David Harvey's invitation is probably the single best choice. Michael 
Perelman

-----------

Definitely. Just about any of Harvey's longer presentations (about an hour) 
helps a lot. His Capital 1, is on line and so is Capital vol 2 (& 3) combo. 
But there is no doubt this is an academic class and you have to do the 
reading, which he will go over the next lecture. I would also recommend The 
Eighteenth Brumaire. But you need some french political or literary history 
to go with it. For a quick intro to that read anything about Hausmann's 
remodeling of Paris, or a 19thC art history book, or read some of the famous 
novels, or just look at the paintings, or do all of the above. The 
combination creats a sense of life to fill in the mostly political polemic 
of 18th B.

The central point is to capture the struggle between the pseudo social 
reforms that leave the fundamental relationship of oppression in place while 
pretending to be (or being) liberal, moderate, and socially concerned.

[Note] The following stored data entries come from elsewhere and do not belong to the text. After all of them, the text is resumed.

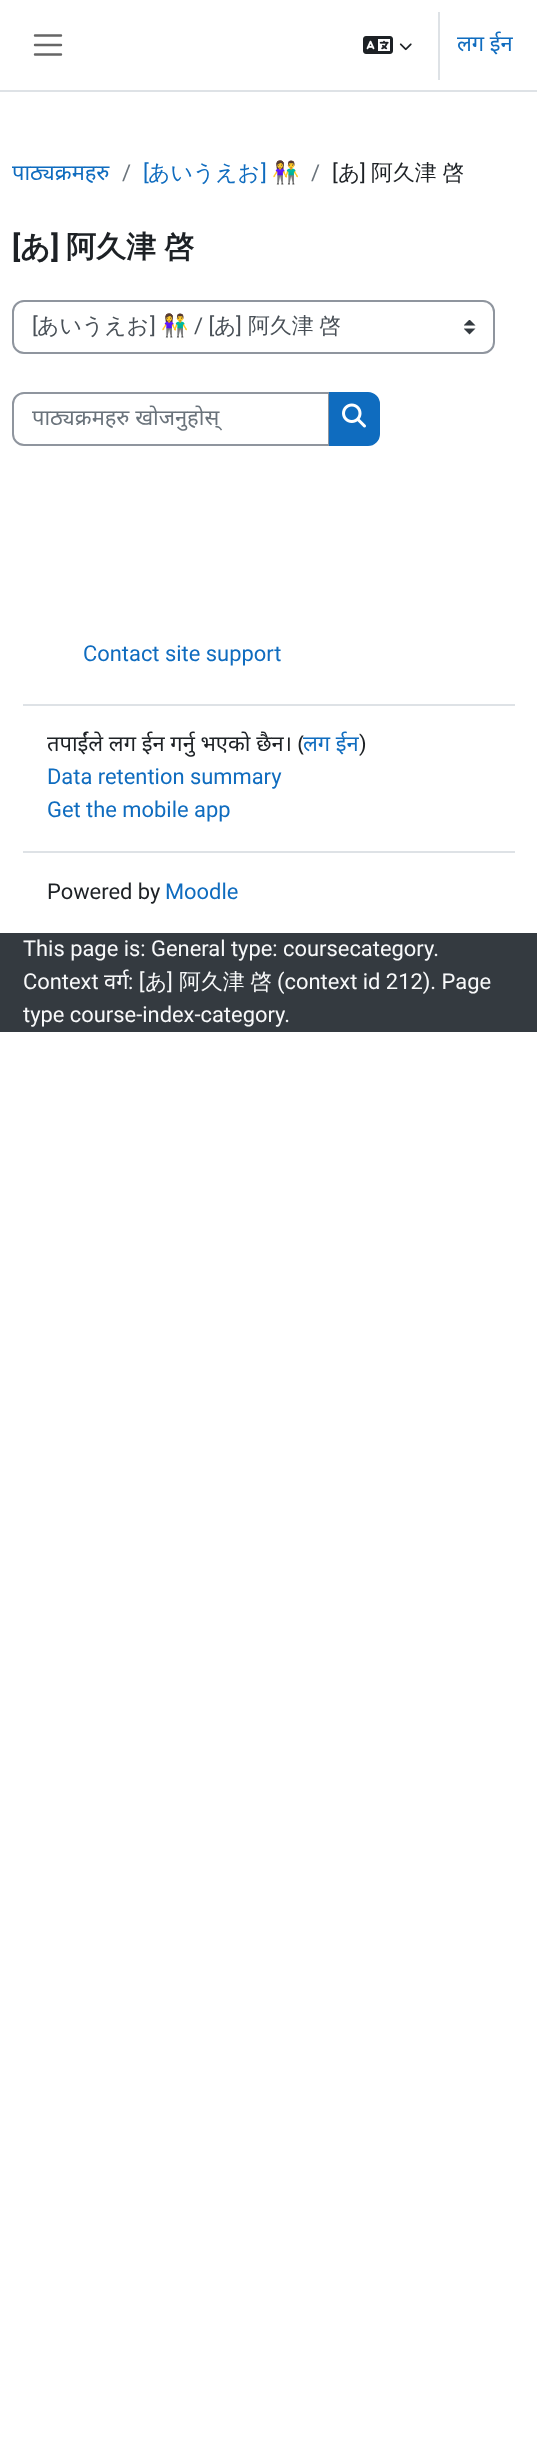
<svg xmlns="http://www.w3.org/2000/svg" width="537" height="2454">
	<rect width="100%" height="100%" fill="#FFFFFF" />
	<rect x="0" y="90" width="537" height="2" fill="#DEE2E6" />
	<path d="M35 35.5H61M35 45H61M35 54.5H61" fill="none" stroke="#666666" stroke-width="2.4" stroke-linecap="round" />
	<image x="363" y="36" width="30" height="18" href="assets/img1.png" />
	<image x="399" y="43" width="13" height="8" href="assets/img2.png" />
	<rect x="438" y="12" width="2" height="68" fill="#DEE2E6" />
	<g font-family="Noto Sans" font-size="21.9" fill="#0F6CBF">
		<text x="457" y="51">लग ईन</text>
		<text x="12" y="180">पाठ्यक्रमहरु</text>
	</g>
	<text x="122" y="180" font-family="Roboto" font-size="21.9" fill="#6A737B">/</text>
	<text x="143" y="180" font-family="Roboto" font-size="21.9" fill="#0F6CBF">[</text>
	<text x="148" y="180" font-family="WenQuanYi Zen Hei" font-size="21.9" font-weight="500" fill="#0F6CBF">あいうえお</text>
	<text x="261" y="180" font-family="Roboto" font-size="21.9" fill="#0F6CBF">]</text>
	<text x="272" y="180" font-family="Noto Color Emoji" font-size="21.9" fill="#0F6CBF">👫</text>
	<text x="311" y="180" font-family="Roboto" font-size="21.9" fill="#6A737B">/</text>
	<text x="332" y="180" font-family="Roboto" font-size="21.9" fill="#1D2125">[</text>
	<text x="338" y="180" font-family="WenQuanYi Zen Hei" font-size="21.9" font-weight="500" fill="#1D2125">あ</text>
	<text x="360" y="180" font-family="Roboto" font-size="21.9" fill="#1D2125">]</text>
	<text x="371" y="180" word-spacing="-1" font-family="WenQuanYi Zen Hei" font-size="21.9" font-weight="500" fill="#1D2125">阿久津 啓</text>
	<text x="12" y="257" font-family="Roboto" font-size="30" font-weight="700" fill="#1D2125">[</text>
	<text x="20" y="257" font-family="WenQuanYi Zen Hei" font-size="30" font-weight="700" fill="#1D2125">あ</text>
	<text x="51" y="257" font-family="Roboto" font-size="30" font-weight="700" fill="#1D2125">]</text>
	<text x="66" y="257" word-spacing="-1" font-family="WenQuanYi Zen Hei" font-size="30" font-weight="700" fill="#1D2125">阿久津 啓</text>
	<image x="464" y="320" width="12" height="15" href="assets/img3.png" />
	<rect x="13" y="301" width="481" height="52" rx="11" fill="none" stroke="#8F959E" stroke-width="2" />
	<text x="32" y="333" font-family="Roboto" font-size="21.9" fill="#495057">[</text>
	<text x="37" y="333" font-family="WenQuanYi Zen Hei" font-size="21.9" font-weight="500" fill="#495057">あいうえお</text>
	<text x="150" y="333" font-family="Roboto" font-size="21.9" fill="#495057">]</text>
	<text x="161" y="333" font-family="Noto Color Emoji" font-size="21.9" fill="#495057">👫</text>
	<text x="194" y="333" font-family="Roboto" font-size="21.9" fill="#495057">/ [</text>
	<text x="214" y="333" font-family="WenQuanYi Zen Hei" font-size="21.9" font-weight="500" fill="#495057">あ</text>
	<text x="236" y="333" font-family="Roboto" font-size="21.9" fill="#495057">]</text>
	<g font-family="WenQuanYi Zen Hei" font-size="21.9" font-weight="500" fill="#495057">
		<text x="248" y="333">阿久津</text>
		<text x="319" y="333">啓</text>
	</g>
	<path d="M24 393H329V445H24C18 445 13 440 13 434V404C13 398 18 393 24 393Z" fill="none" stroke="#8F959E" stroke-width="2" />
	<text x="32" y="425" font-family="Noto Sans" font-size="21.9" fill="#6A737B">पाठ्यक्रमहरु खोजनुहोस्</text>
	<path d="M330 393H368C374 393 379 398 379 404V434C379 440 374 445 368 445H330Z" fill="#0F6CBF" stroke="#0F6CBF" stroke-width="2" />
	<image x="342" y="403" width="24" height="25" href="assets/img4.png" />
	<rect x="23" y="704" width="492" height="2" fill="#DEE2E6" />
	<text x="83" y="661" font-family="Roboto" font-size="21.9" fill="#0F6CBF">Contact site support</text>
	<rect x="23" y="851" width="492" height="2" fill="#DEE2E6" />
	<text x="47" y="751" font-family="Noto Sans" font-size="21.9" fill="#1D2125">तपाईंले लग ईन गर्नु भएको छैन। (</text>
	<text x="303" y="751" font-family="Noto Sans" font-size="21.9" fill="#0F6CBF">लग ईन</text>
	<text x="359" y="751" font-family="Roboto" font-size="21.9" fill="#1D2125">)</text>
	<g font-family="Roboto" font-size="21.9" fill="#0F6CBF">
		<text x="47" y="784">Data retention summary</text>
		<text x="47" y="817">Get the mobile app</text>
	</g>
	<text x="47" y="899" font-family="Roboto" font-size="21.9" fill="#1D2125">Powered by</text>
	<text x="165" y="899" font-family="Roboto" font-size="21.9" fill="#0F6CBF">Moodle</text>
	<rect x="0" y="933" width="537" height="99" fill="#343A40" />
	<g font-family="Roboto" font-size="21.9" fill="#F8F9FA">
		<text x="23" y="956">This page is: General type: coursecategory.</text>
		<text x="23" y="989">Context</text>
	</g>
	<text x="104" y="989" font-family="Noto Sans" font-size="21.9" fill="#F8F9FA">वर्ग</text>
	<text x="128" y="989" font-family="Roboto" font-size="21.9" fill="#F8F9FA">: [</text>
	<text x="145" y="989" font-family="WenQuanYi Zen Hei" font-size="21.9" font-weight="500" fill="#F8F9FA">あ</text>
	<text x="167" y="989" font-family="Roboto" font-size="21.9" fill="#F8F9FA">]</text>
	<g font-family="WenQuanYi Zen Hei" font-size="21.9" font-weight="500" fill="#F8F9FA">
		<text x="179" y="989">阿久津</text>
		<text x="250" y="989">啓</text>
	</g>
	<g font-family="Roboto" font-size="21.9" fill="#F8F9FA">
		<text x="277" y="989">(context id 212). Page</text>
		<text x="23" y="1022">type course-index-category.</text>
	</g>
</svg>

Trotsky HRR is a good suggestion but he is already too big. I really didn't 
quite get it until I faced the straight stuff from whiskers. You form your 
own interpretation and or impression. Personally I was not that impressed 
with others interpretations except Trotsky and Lenin. Mike Davis is good and 
so is Hugo Chavez.

The other thing is to get a bad job. You may become a Marxist like I did 
without knowing it. Something that requires skills that are completely 
unacknowledged and revolve around the time clock. Then you read Marx and 
say, yeah, like that... You see it. Those fat sons of bitches took it all.